_Exercise directions_.
The answer is the full listing restated exactly, without any pictures.

_Material for the task_.
════════════════════
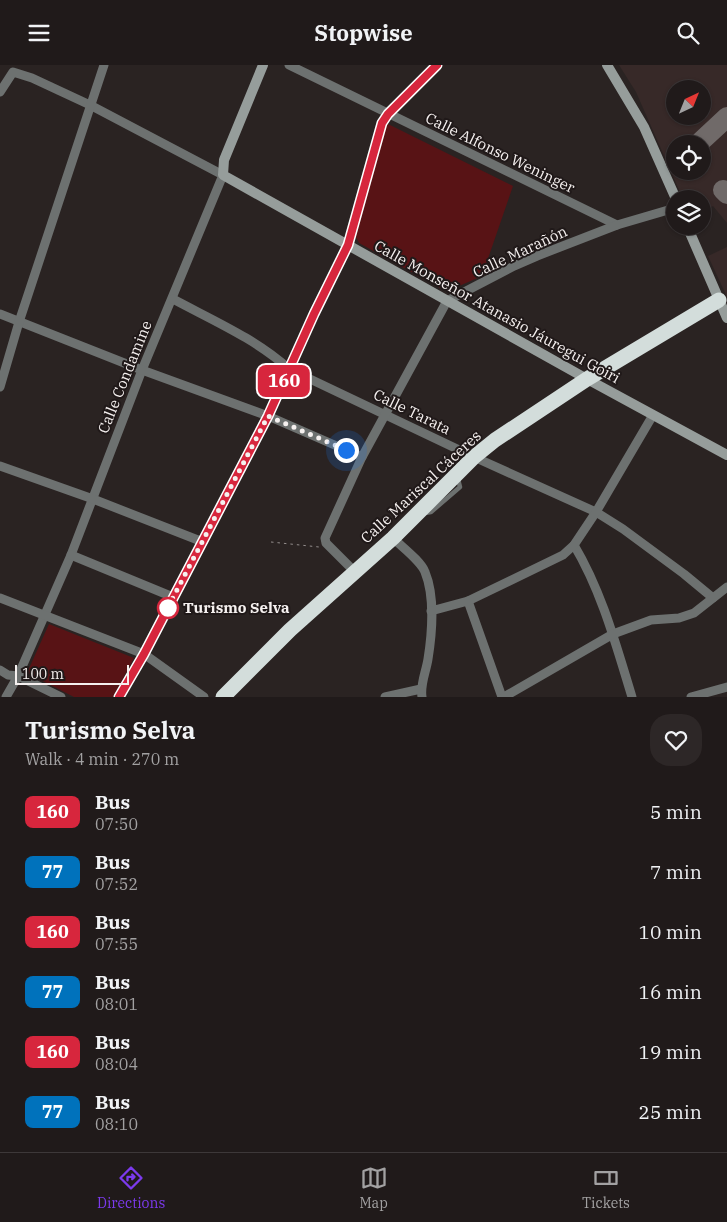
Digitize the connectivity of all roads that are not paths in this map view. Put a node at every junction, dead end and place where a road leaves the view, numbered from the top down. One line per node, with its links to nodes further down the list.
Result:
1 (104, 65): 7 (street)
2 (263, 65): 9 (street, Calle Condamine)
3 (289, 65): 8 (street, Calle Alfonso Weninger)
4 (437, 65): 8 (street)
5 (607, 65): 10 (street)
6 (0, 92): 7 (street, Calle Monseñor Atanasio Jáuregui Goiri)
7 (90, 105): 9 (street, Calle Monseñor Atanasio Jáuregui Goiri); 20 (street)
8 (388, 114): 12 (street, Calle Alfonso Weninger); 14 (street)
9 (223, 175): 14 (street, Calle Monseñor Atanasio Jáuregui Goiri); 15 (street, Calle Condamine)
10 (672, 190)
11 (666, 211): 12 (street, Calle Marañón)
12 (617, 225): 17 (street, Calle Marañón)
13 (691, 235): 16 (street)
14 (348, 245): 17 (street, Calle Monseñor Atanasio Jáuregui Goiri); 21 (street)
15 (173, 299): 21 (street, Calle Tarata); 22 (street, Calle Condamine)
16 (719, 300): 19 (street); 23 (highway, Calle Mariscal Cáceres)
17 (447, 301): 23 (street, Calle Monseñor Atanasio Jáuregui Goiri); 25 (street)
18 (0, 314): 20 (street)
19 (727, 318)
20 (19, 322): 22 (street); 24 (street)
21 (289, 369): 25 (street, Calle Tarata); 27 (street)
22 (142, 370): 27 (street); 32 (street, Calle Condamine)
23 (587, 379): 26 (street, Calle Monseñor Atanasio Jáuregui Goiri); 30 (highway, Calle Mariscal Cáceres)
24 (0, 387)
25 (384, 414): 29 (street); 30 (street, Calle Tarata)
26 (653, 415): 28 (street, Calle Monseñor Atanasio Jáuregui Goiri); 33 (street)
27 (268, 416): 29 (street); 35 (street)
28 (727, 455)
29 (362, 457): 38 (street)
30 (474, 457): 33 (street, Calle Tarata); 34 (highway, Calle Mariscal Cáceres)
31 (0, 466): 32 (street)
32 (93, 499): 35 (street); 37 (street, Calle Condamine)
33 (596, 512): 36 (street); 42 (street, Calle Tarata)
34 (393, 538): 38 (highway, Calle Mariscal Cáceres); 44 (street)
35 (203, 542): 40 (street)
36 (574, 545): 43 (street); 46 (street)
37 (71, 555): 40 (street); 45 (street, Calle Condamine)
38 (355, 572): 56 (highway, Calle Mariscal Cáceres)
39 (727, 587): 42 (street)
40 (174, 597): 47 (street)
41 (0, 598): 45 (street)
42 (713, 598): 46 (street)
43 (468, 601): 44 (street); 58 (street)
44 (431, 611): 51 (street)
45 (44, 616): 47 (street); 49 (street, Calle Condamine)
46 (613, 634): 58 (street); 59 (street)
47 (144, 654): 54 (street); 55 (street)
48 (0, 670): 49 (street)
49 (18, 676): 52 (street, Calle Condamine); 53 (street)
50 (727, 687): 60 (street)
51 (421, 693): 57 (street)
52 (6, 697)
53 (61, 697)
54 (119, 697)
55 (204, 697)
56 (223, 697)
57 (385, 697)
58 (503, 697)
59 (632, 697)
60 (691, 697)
════════════════════
_Answer for the task_.
Digitize the connectivity of all roads that are not paths in this map view. Put a node at every junction, dead end and place where a road leaves the view, numbered from the top down. One line per node, with its links to nodes further down the list.
Result:
1 (104, 65): 7 (street)
2 (263, 65): 9 (street, Calle Condamine)
3 (289, 65): 8 (street, Calle Alfonso Weninger)
4 (437, 65): 8 (street)
5 (607, 65): 10 (street)
6 (0, 92): 7 (street, Calle Monseñor Atanasio Jáuregui Goiri)
7 (90, 105): 9 (street, Calle Monseñor Atanasio Jáuregui Goiri); 20 (street)
8 (388, 114): 12 (street, Calle Alfonso Weninger); 14 (street)
9 (223, 175): 14 (street, Calle Monseñor Atanasio Jáuregui Goiri); 15 (street, Calle Condamine)
10 (672, 190)
11 (666, 211): 12 (street, Calle Marañón)
12 (617, 225): 17 (street, Calle Marañón)
13 (691, 235): 16 (street)
14 (348, 245): 17 (street, Calle Monseñor Atanasio Jáuregui Goiri); 21 (street)
15 (173, 299): 21 (street, Calle Tarata); 22 (street, Calle Condamine)
16 (719, 300): 19 (street); 23 (highway, Calle Mariscal Cáceres)
17 (447, 301): 23 (street, Calle Monseñor Atanasio Jáuregui Goiri); 25 (street)
18 (0, 314): 20 (street)
19 (727, 318)
20 (19, 322): 22 (street); 24 (street)
21 (289, 369): 25 (street, Calle Tarata); 27 (street)
22 (142, 370): 27 (street); 32 (street, Calle Condamine)
23 (587, 379): 26 (street, Calle Monseñor Atanasio Jáuregui Goiri); 30 (highway, Calle Mariscal Cáceres)
24 (0, 387)
25 (384, 414): 29 (street); 30 (street, Calle Tarata)
26 (653, 415): 28 (street, Calle Monseñor Atanasio Jáuregui Goiri); 33 (street)
27 (268, 416): 29 (street); 35 (street)
28 (727, 455)
29 (362, 457): 38 (street)
30 (474, 457): 33 (street, Calle Tarata); 34 (highway, Calle Mariscal Cáceres)
31 (0, 466): 32 (street)
32 (93, 499): 35 (street); 37 (street, Calle Condamine)
33 (596, 512): 36 (street); 42 (street, Calle Tarata)
34 (393, 538): 38 (highway, Calle Mariscal Cáceres); 44 (street)
35 (203, 542): 40 (street)
36 (574, 545): 43 (street); 46 (street)
37 (71, 555): 40 (street); 45 (street, Calle Condamine)
38 (355, 572): 56 (highway, Calle Mariscal Cáceres)
39 (727, 587): 42 (street)
40 (174, 597): 47 (street)
41 (0, 598): 45 (street)
42 (713, 598): 46 (street)
43 (468, 601): 44 (street); 58 (street)
44 (431, 611): 51 (street)
45 (44, 616): 47 (street); 49 (street, Calle Condamine)
46 (613, 634): 58 (street); 59 (street)
47 (144, 654): 54 (street); 55 (street)
48 (0, 670): 49 (street)
49 (18, 676): 52 (street, Calle Condamine); 53 (street)
50 (727, 687): 60 (street)
51 (421, 693): 57 (street)
52 (6, 697)
53 (61, 697)
54 (119, 697)
55 (204, 697)
56 (223, 697)
57 (385, 697)
58 (503, 697)
59 (632, 697)
60 (691, 697)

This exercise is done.